Tuesday, 29 Zulqaidah 1443 / 28 June 2022

BNI Syariah Catat Perbaikan Rasio Pembiayaan Bermasalah

Kamis 19 Oct 2017 19:05 WIB

Rep: Binti Sholikah/ Red: Nur Aini

Plt. Direktur Utama BNI Syariah, Abdullah Firman Wibowo memberikan paparan Kinerja Trwulan ke-3 BNI Syariah di Jakarta, Kamis (19/10).

Plt. Direktur Utama BNI Syariah, Abdullah Firman Wibowo memberikan paparan Kinerja Trwulan ke-3 BNI Syariah di Jakarta, Kamis (19/10).

Foto: Republika/Wihdan Hidayat

REPUBLIKA.CO.ID, JAKARTA -- Kualitas aset BNI Syariah tercatat mengalami perbaikan. Hal itu terlihat dari posisi rasio pembiayaan bermasalah (nonperforming finance/NPF) yang turun menjadi 3,29 persen pada kuartal III 2017 dibandingkan bulan sebelumnya yang sebesar 3,64 persen.

Plt Direktur Utama BNI Syariah Abdullah Firman Wibowo mengatakan, NPF BNI Syariah masih lebih dibandingkan industri yang tercatat sekitar 4,5 persen. "Sedangkan kami bisa di 3,29 persen gross. NPF 3,29 persen itu sebetulnya sedikit membaik dari bulan sebelumnya yang 3,64 persen. Kami ingin me-maintenance ini dalam range yang betul-betul managable," kata Firman dalam Paparan Kinerja Kuartal III 2017 di Kantor Pusat BNI Syariah, Jakarta, Kamis (19/10).

Firman mengungkapkan, industri perbankan syariah dalam kondisi yang aset berkualitasnya masih lebih tinggi dari perbankan nasional. Sebab, secara portofolio jumlah aset perbankan syariah sangat kecil. "Maka dari itu faktor pembagi pembiayaan masih kecil sehingga nilai prosentasi NPF lebih tinggi. Ke depan harapannya bisa di bawah tiga persen. Itu merupakan threshold kalau 3 persen dinilai sudah sehat," kata Firman.

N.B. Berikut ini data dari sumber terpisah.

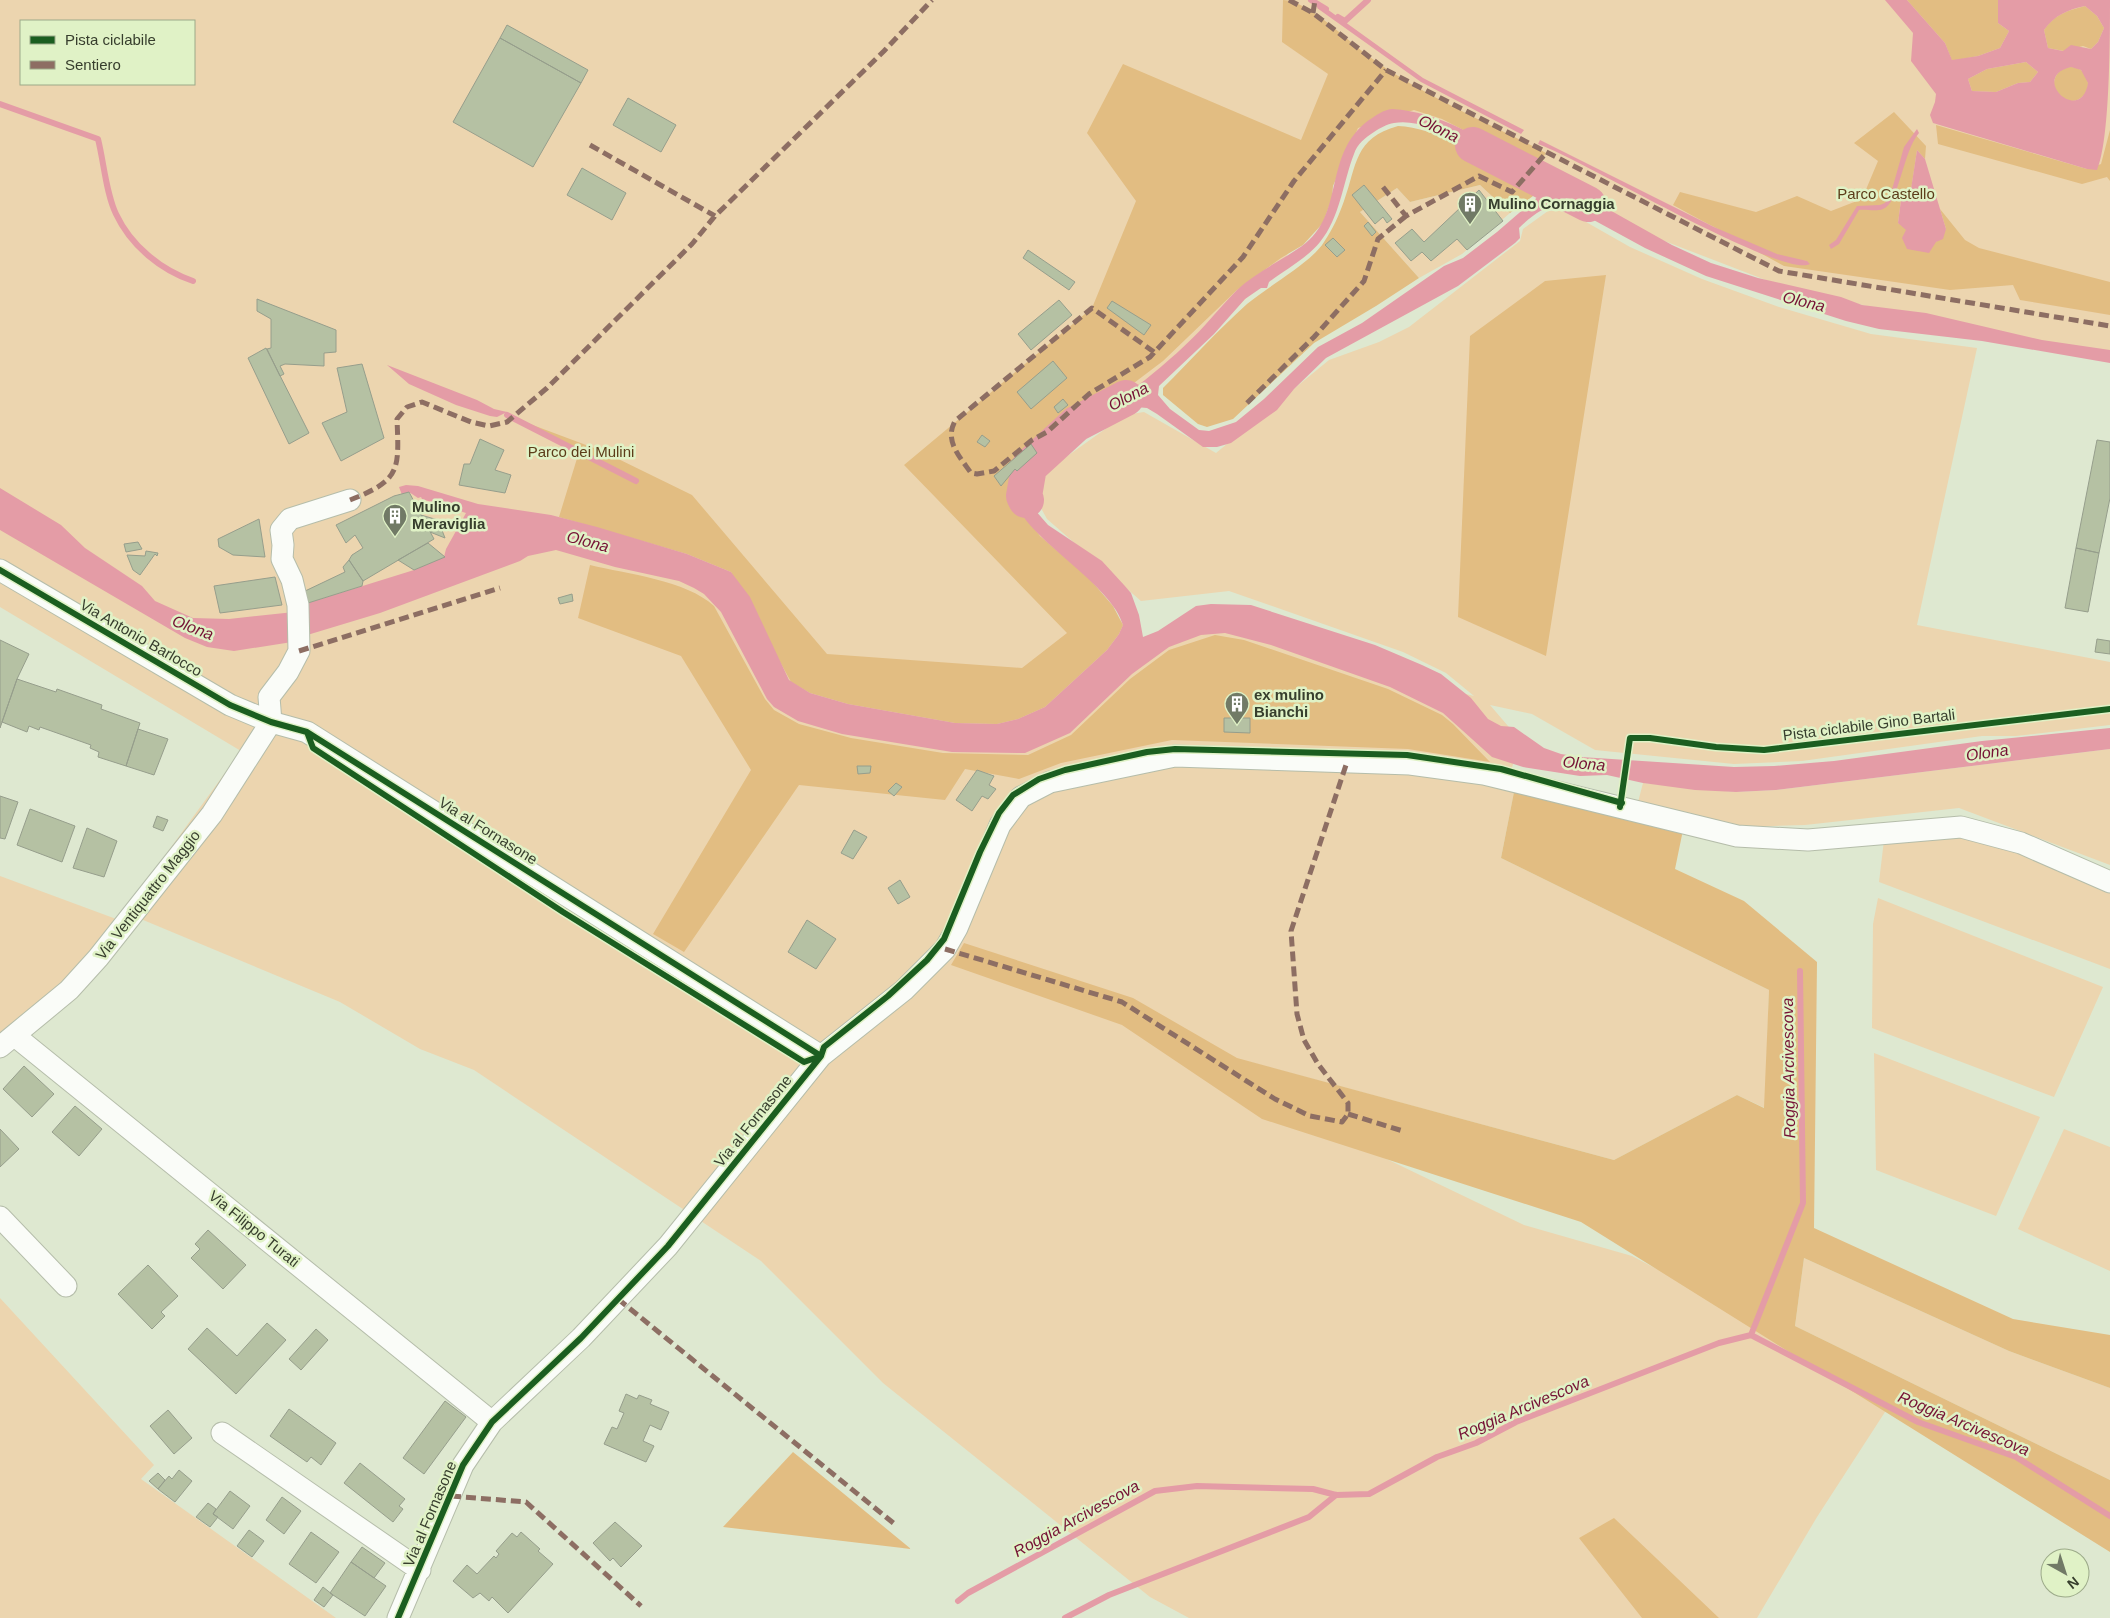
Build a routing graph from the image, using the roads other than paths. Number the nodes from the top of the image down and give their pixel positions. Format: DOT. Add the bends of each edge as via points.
graph roads {
  1 [pos="350,500"];
  2 [pos="0,570"];
  3 [pos="271,722"];
  4 [pos="2110,882"];
  5 [pos="8,1041"];
  6 [pos="821,1056"];
  7 [pos="0,1217"];
  8 [pos="66,1286"];
  9 [pos="492,1422"];
  10 [pos="222,1433"];
  11 [pos="420,1570"];
  12 [pos="398,1618"];
  1 -- 3 [label="street" via="290,519 281,530 282,559 292,580 298,605 299,651 288,672 268,697"];
  2 -- 3 [label="street, Via Antonio Barlocco" via="230,705"];
  3 -- 5 [label="street, Via Ventiquattro Maggio" via="212,814 135,913 69,990"];
  3 -- 6 [label="street, Via al Fornasone" via="307,732"];
  4 -- 6 [label="street" via="2021,843 1961,827 1808,840 1746,836 1484,774 1410,764 1176,756 1050,782 1021,797 1000,825 945,949 904,990"];
  5 -- 9 [label="street, Via Filippo Turati"];
  6 -- 9 [label="street, Via al Fornasone" via="668,1246 581,1338"];
  7 -- 8 [label="street"];
  9 -- 11 [label="street, Via al Fornasone" via="463,1465"];
  10 -- 11 [label="street, Via al Fornasone"];
  11 -- 12 [label="street, Via al Fornasone"];
}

Plt Direktur Bisnis BNI Syariah, Dhias Widhiyati, menambahkan BNI Syariah berusaha mengelola agar rasio pembiayaan bermasalah di kisaran 3,2 persen. "Kami berupaya perbaikan antara lain memiliki tim task force. Tim task force ini keliling daerah mendatangi cabang-cabang yang kualitas pembiayaan belum bagus dan alhamdulillah kualitas saat ini lebih baik untuk perbaiki NPF," ujarnya.

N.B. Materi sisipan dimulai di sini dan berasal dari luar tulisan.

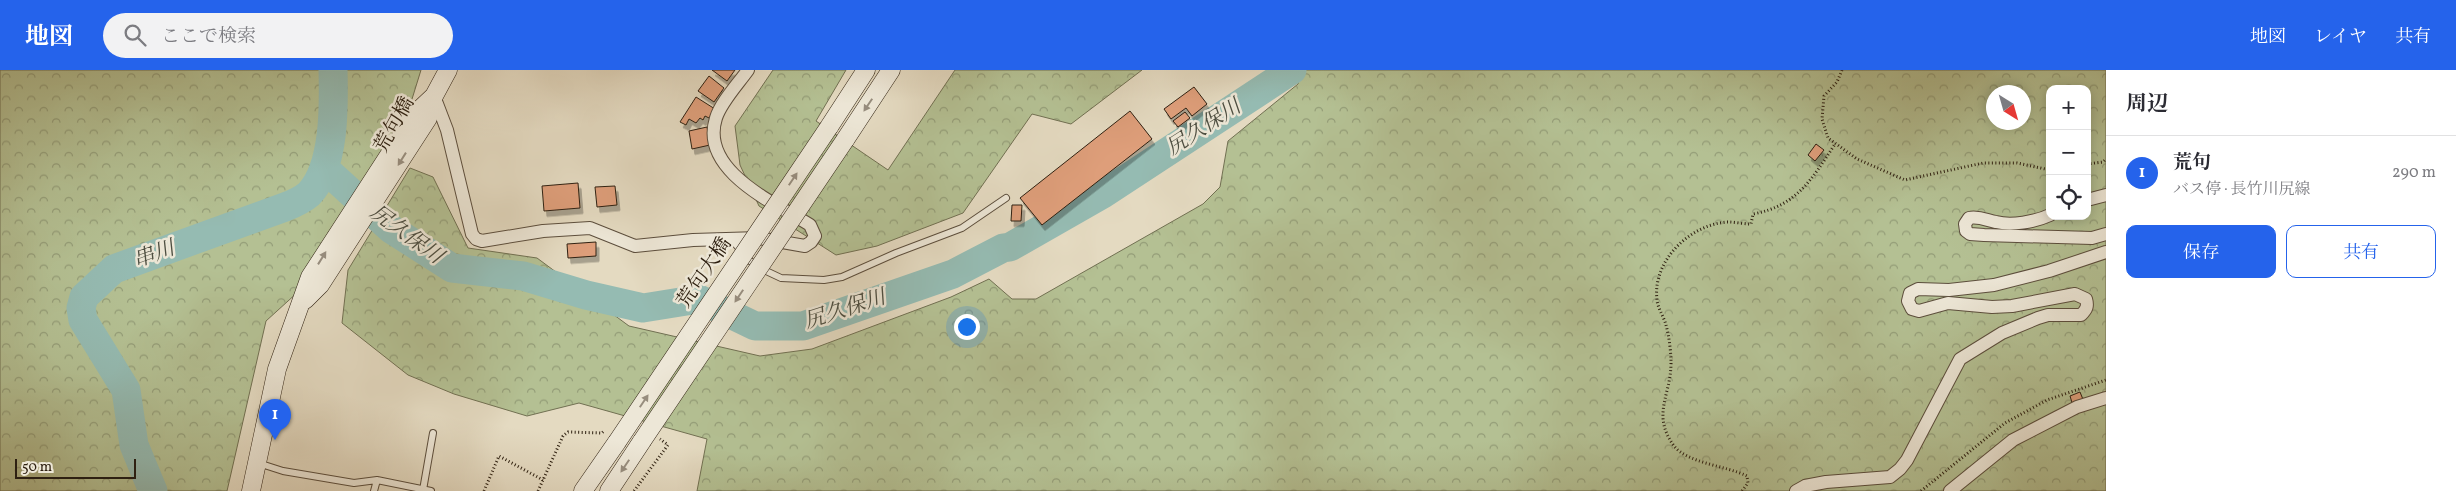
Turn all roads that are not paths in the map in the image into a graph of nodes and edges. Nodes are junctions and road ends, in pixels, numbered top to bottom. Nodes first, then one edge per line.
1 (448, 70) edge
2 (748, 70) edge
3 (866, 70) edge
4 (891, 70) edge
5 (434, 96) junction
6 (2106, 195) edge
7 (1006, 198) dead end
8 (2091, 199) edge
9 (2046, 216) edge
10 (2106, 234) edge
11 (730, 238) junction
12 (2106, 252) edge
13 (2106, 398) edge
14 (432, 434) dead end
15 (258, 463) junction
16 (377, 480) junction
17 (423, 490) junction
18 (251, 491) edge
19 (374, 491) edge
20 (431, 491) edge
21 (583, 491) edge
22 (609, 491) edge
23 (1796, 491) edge
24 (1950, 491) edge

1 - 5 main road, 荒句橋
2 - 11 street
21 -> 3 main road, 荒句大橋, bridge
4 -> 22 main road, 荒句大橋, bridge
5 - 11 street
5 - 15 main road, 荒句橋
6 - 8 street
7 - 11 lane
9 - 10 street
12 - 23 street
13 - 24 street
14 - 17 lane
15 - 16 lane
15 - 18 main road, 荒句橋
16 - 17 lane
16 - 19 lane
17 - 20 lane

Di samping itu, kata Dhias, BNI Syariah melakukan pembiayaan selektif dengan menyeimbangkan antara kualitas dan ekspansi. "Kami berusaha untuk sangat selektif growth (pertumbuhan) dan player (pemain). Kami bersinergi dengan nasabah-nasabah induk," ucapnya.